Resumo dos dados (3,6 mil jogadoras entrevistadas de 33 países diferentes):
– 49,5% das jogadoras não recebem salário de seus clubes
– 47% delas não têm contrato formal
– 30% têm outro emprego além de jogar futebol
– 60% das jogadoras que recebem salário ganham menos de 600 dólares (R$ 2,3 mil)
– 35% das jogadoras não recebe nada para jogar pelas seleções de seus países
Brasil
As jogadoras brasileiras acabaram não participando da pesquisa – o país não atingiu o número mínimo de respostas necessárias -, mas a realidade por aqui também não foge muito disso.
Uma pesquisa feita pelo UOL Esporte no ano passado com as jogadoras de clubes da Série A do Brasileiro feminino mostrou que 3 em cada 4 jogadoras não recebe mais do que dois salários mínimos para jogar (R$ 1,8 mil). O maior salário pago para uma atleta em atividade por aqui é de R$ 5 mil.
(Vale ressaltar também que a realidade de baixos salários também afeta o futebol masculino. Uma pesquisa da CBF divulgada em 2016 mostra que 96% dos jogadores brasileiros ganhavam menos de R$ 5 mil e 80% ganhavam até R$ 1 mil).
“Infelizmente o Brasil não atingiu o número de respostas suficientes pra entrar nos dados da pesquisa, mas acho que não teríamos grandes surpresas de acordo com o que o resultado da pesquisa mostra nos outros países”, disse às dibradoras Aline Pellegrino, ex-capitã da seleção brasileira e coordenadora de futebol feminino da Federação Paulista de Futebol (FPF).
“Um ponto muito importante aqui é destacar a iniciativa de se fazer a pesquisa. Acho que ela não vem pra achar vilão ou mocinho, e sim apresentar qual é o cenário e contexto do futebol das mulheres e que ele tem muitas coisas boas e interessantes, assim como tem muito o que melhorar.”
Pellegrino ressalta a importância da profissionalização dos clubes de futebol feminino no Brasil para garantir a evolução da modalidade. Ter uma carteira assinada, por exemplo, é raridade entre as jogadoras, e assim elas acabam passando a carreira toda na informalidade.

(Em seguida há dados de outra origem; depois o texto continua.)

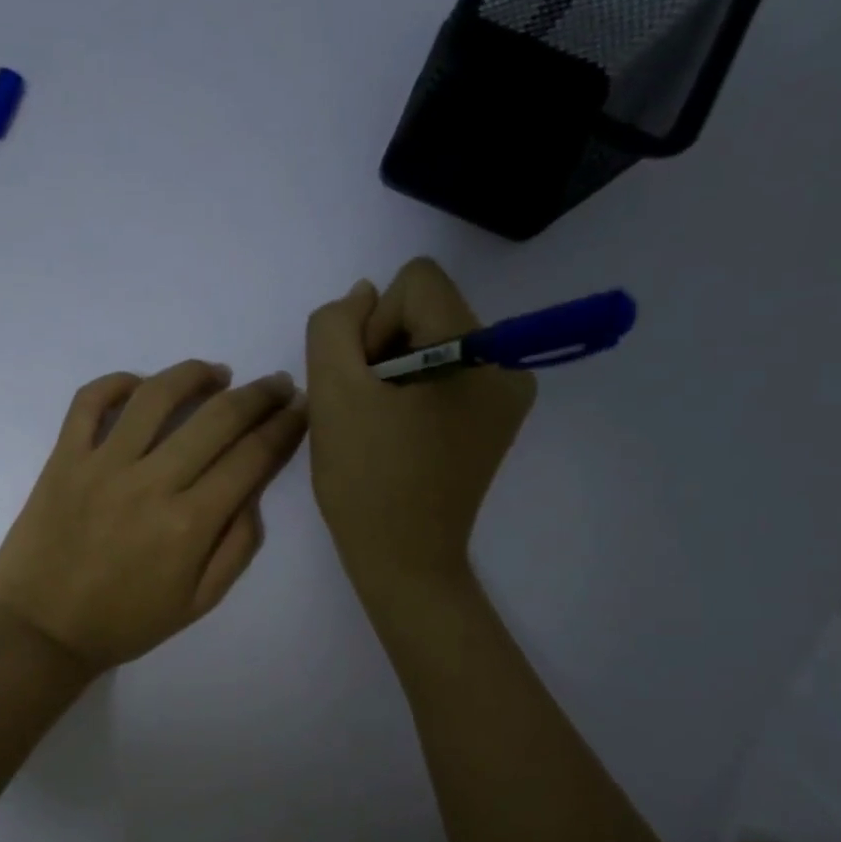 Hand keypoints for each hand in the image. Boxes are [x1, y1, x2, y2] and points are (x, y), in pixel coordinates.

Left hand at [0, 361, 308, 673]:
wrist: (42, 630)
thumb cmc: (124, 623)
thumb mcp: (198, 603)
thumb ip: (236, 547)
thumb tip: (253, 491)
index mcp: (190, 524)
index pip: (251, 457)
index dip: (284, 427)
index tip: (300, 408)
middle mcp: (151, 483)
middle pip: (217, 418)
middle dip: (258, 395)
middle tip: (275, 385)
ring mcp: (102, 465)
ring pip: (156, 396)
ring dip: (195, 375)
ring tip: (217, 374)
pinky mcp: (63, 459)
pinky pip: (89, 402)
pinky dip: (117, 383)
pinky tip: (140, 386)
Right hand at [306, 258, 534, 635]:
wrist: (403, 558)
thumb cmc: (365, 480)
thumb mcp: (332, 394)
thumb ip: (335, 327)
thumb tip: (363, 295)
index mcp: (477, 352)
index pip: (415, 283)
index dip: (372, 325)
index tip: (362, 383)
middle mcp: (507, 363)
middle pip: (428, 310)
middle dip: (384, 349)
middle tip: (365, 410)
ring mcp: (507, 394)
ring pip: (432, 341)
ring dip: (394, 373)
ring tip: (379, 426)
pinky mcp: (495, 420)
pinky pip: (446, 375)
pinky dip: (413, 394)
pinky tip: (398, 435) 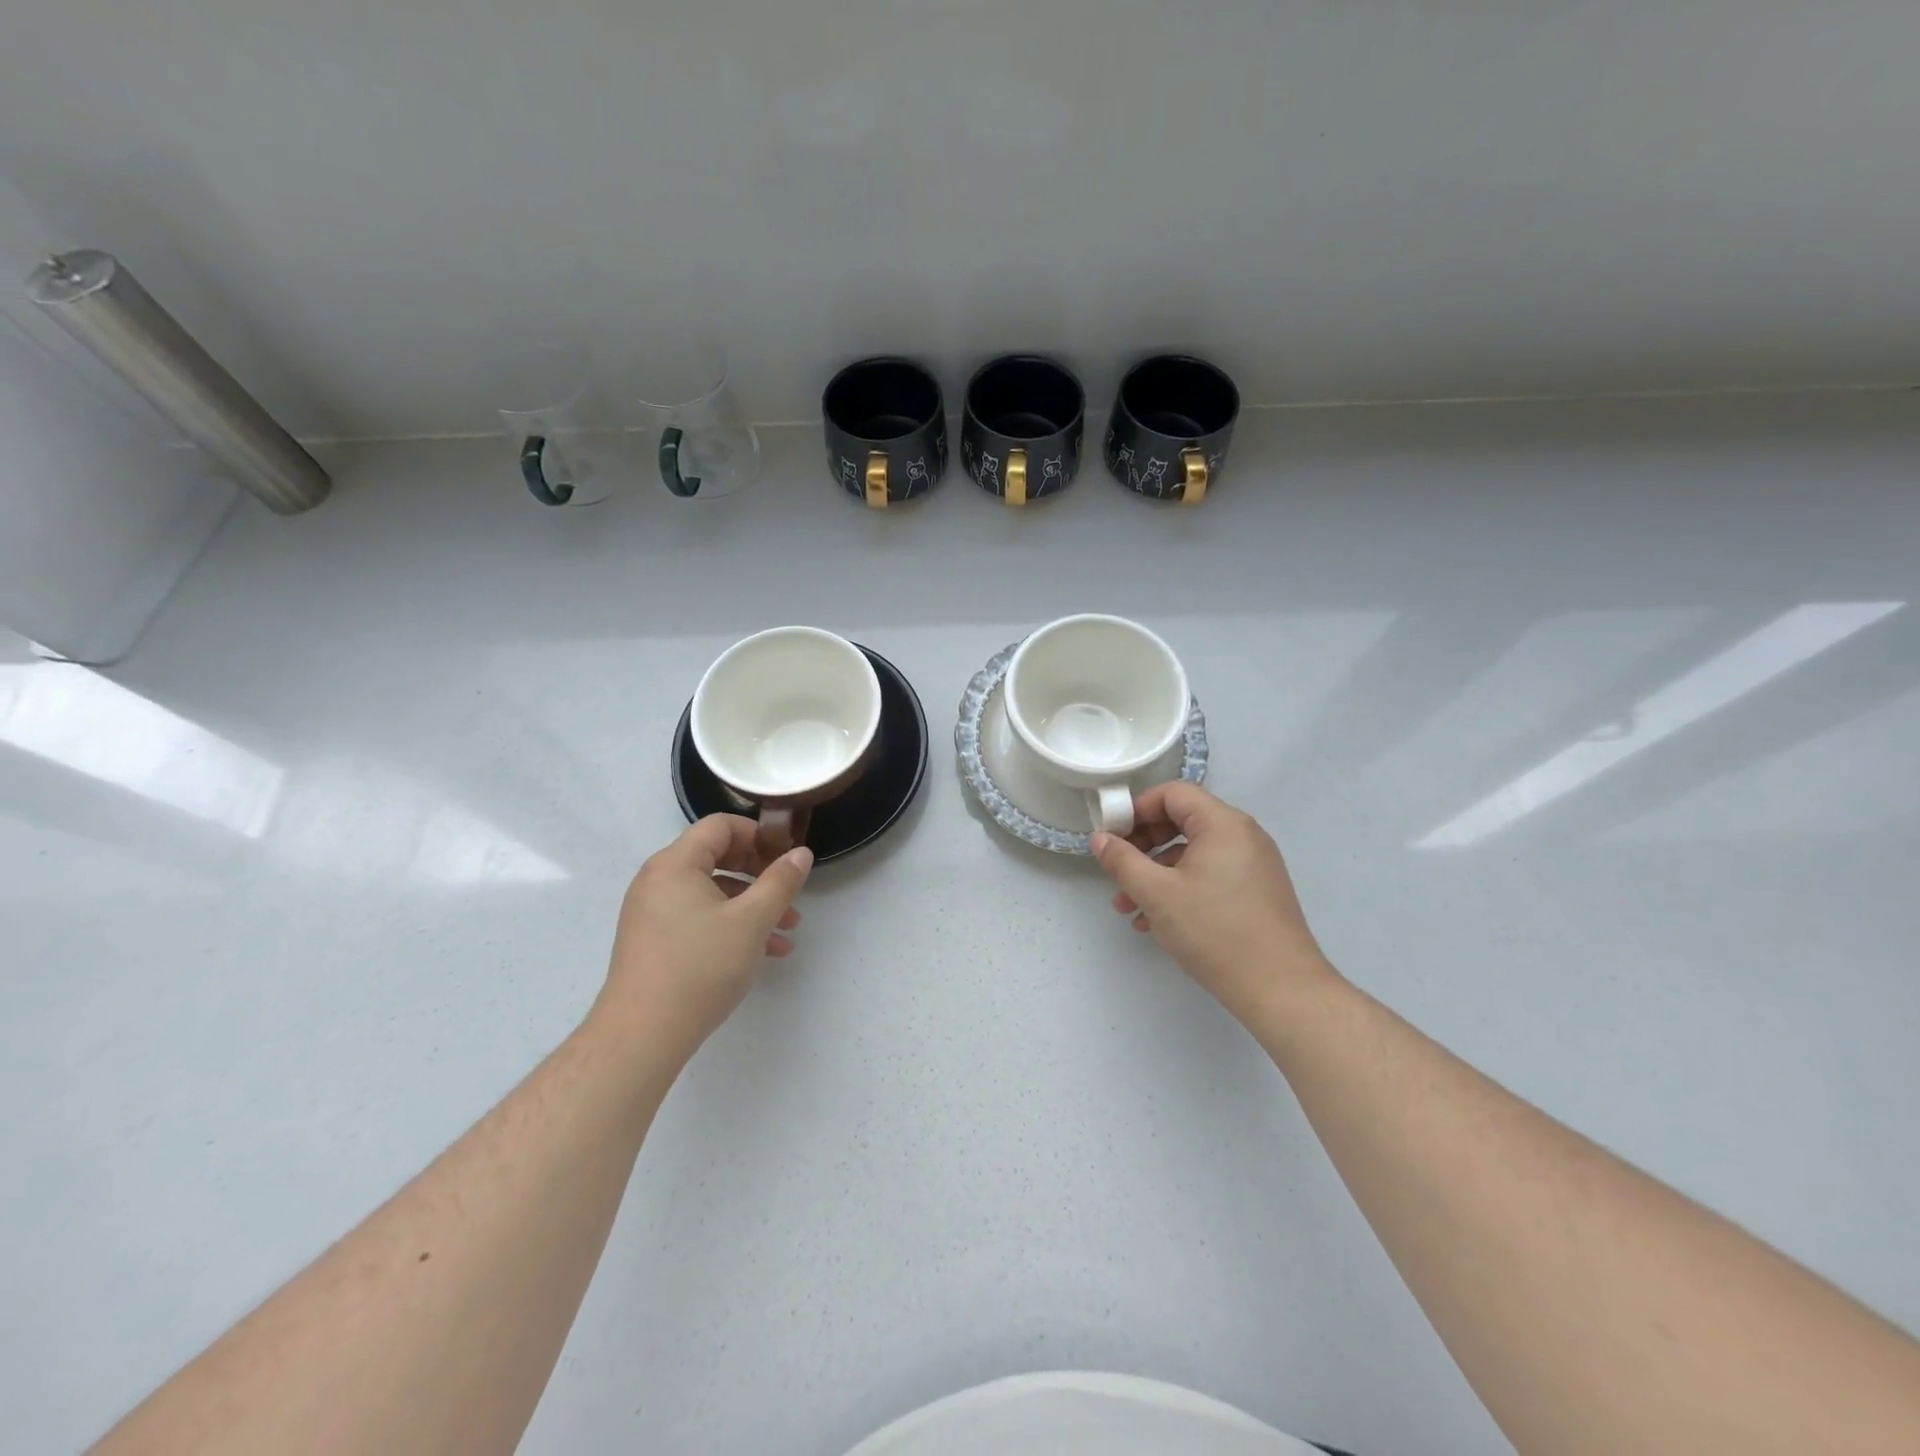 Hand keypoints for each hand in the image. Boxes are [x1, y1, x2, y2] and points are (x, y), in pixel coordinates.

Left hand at [595, 815, 812, 1051]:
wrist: (642, 1035)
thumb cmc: (700, 966)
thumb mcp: (752, 921)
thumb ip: (780, 882)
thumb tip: (801, 854)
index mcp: (675, 864)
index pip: (720, 826)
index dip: (758, 834)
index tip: (786, 856)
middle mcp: (658, 881)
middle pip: (716, 857)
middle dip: (759, 873)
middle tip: (788, 890)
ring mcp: (652, 913)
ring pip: (711, 893)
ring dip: (752, 905)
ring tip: (787, 929)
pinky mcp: (654, 942)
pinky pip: (698, 918)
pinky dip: (731, 925)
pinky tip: (764, 953)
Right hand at [1092, 783, 1335, 1025]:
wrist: (1281, 990)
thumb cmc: (1214, 932)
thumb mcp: (1156, 894)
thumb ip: (1122, 861)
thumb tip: (1099, 838)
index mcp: (1223, 824)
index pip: (1173, 793)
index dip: (1137, 809)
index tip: (1112, 836)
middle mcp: (1243, 835)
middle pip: (1182, 820)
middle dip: (1143, 844)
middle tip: (1118, 869)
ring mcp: (1253, 864)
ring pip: (1193, 853)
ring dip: (1156, 872)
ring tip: (1127, 907)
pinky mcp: (1256, 891)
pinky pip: (1210, 874)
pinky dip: (1180, 887)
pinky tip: (1155, 922) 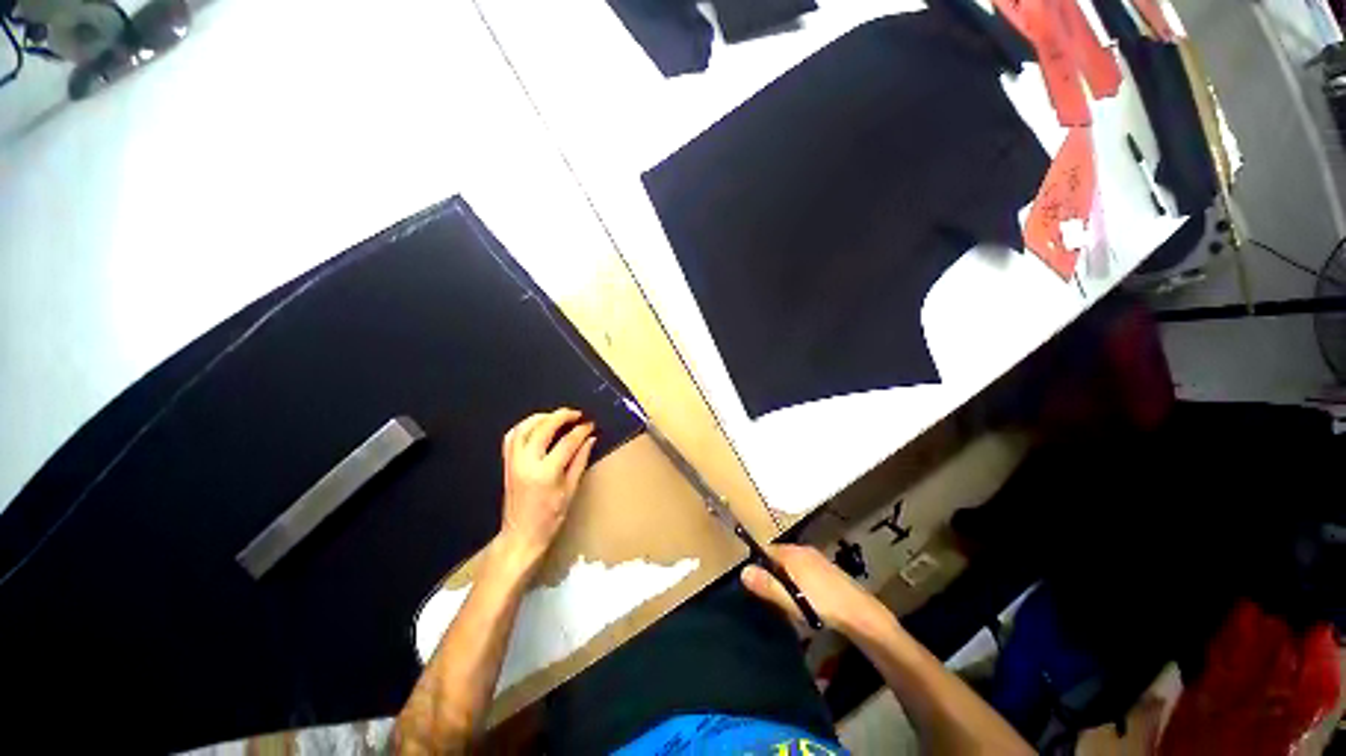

“Acho que esses dados são de uma modalidade que, sem dúvida nenhuma, está iniciando agora o seu desenvolvimento de forma mais estruturada. E me parece muito claro que temos um ponto chave nesse processo que passa pela profissionalização das atletas e todos os agentes envolvidos”, disse a ex-atleta.
“Tenho certeza que quando essa pesquisa for feita novamente vamos ter números melhores do que nessa. A maior prova disso é que no Brasil, por exemplo, se fizéssemos essa pesquisa 5 anos atrás, não teríamos nenhum atleta com carteira assinada. Hoje já temos. Daqui a 5 anos, vamos ter ainda mais.”
Como caminho para mudar essa realidade, Pellegrino destaca a nova regulamentação da Conmebol, que obrigará clubes do futebol masculino que disputarem a Libertadores a terem também uma equipe de futebol feminino. E outro ponto crucial para ela é diagnosticar a realidade da modalidade em cada região do país para poder pensar em ações que a façam evoluir.
“A primeira estratégia de mudança tem sido feita, que é mapear o real cenário sem “achismos”. E a partir do que for apresentado criar ferramentas para mudar. A questão da obrigatoriedade por parte do licenciamento de clubes me parece ser mais uma ferramenta interessante nesse sentido.”
“Uma coisa tenho bem clara que é: quanto mais melhoramos o futebol feminino e dermos visibilidade pra ele, mais perto ficamos dessa profissionalização.”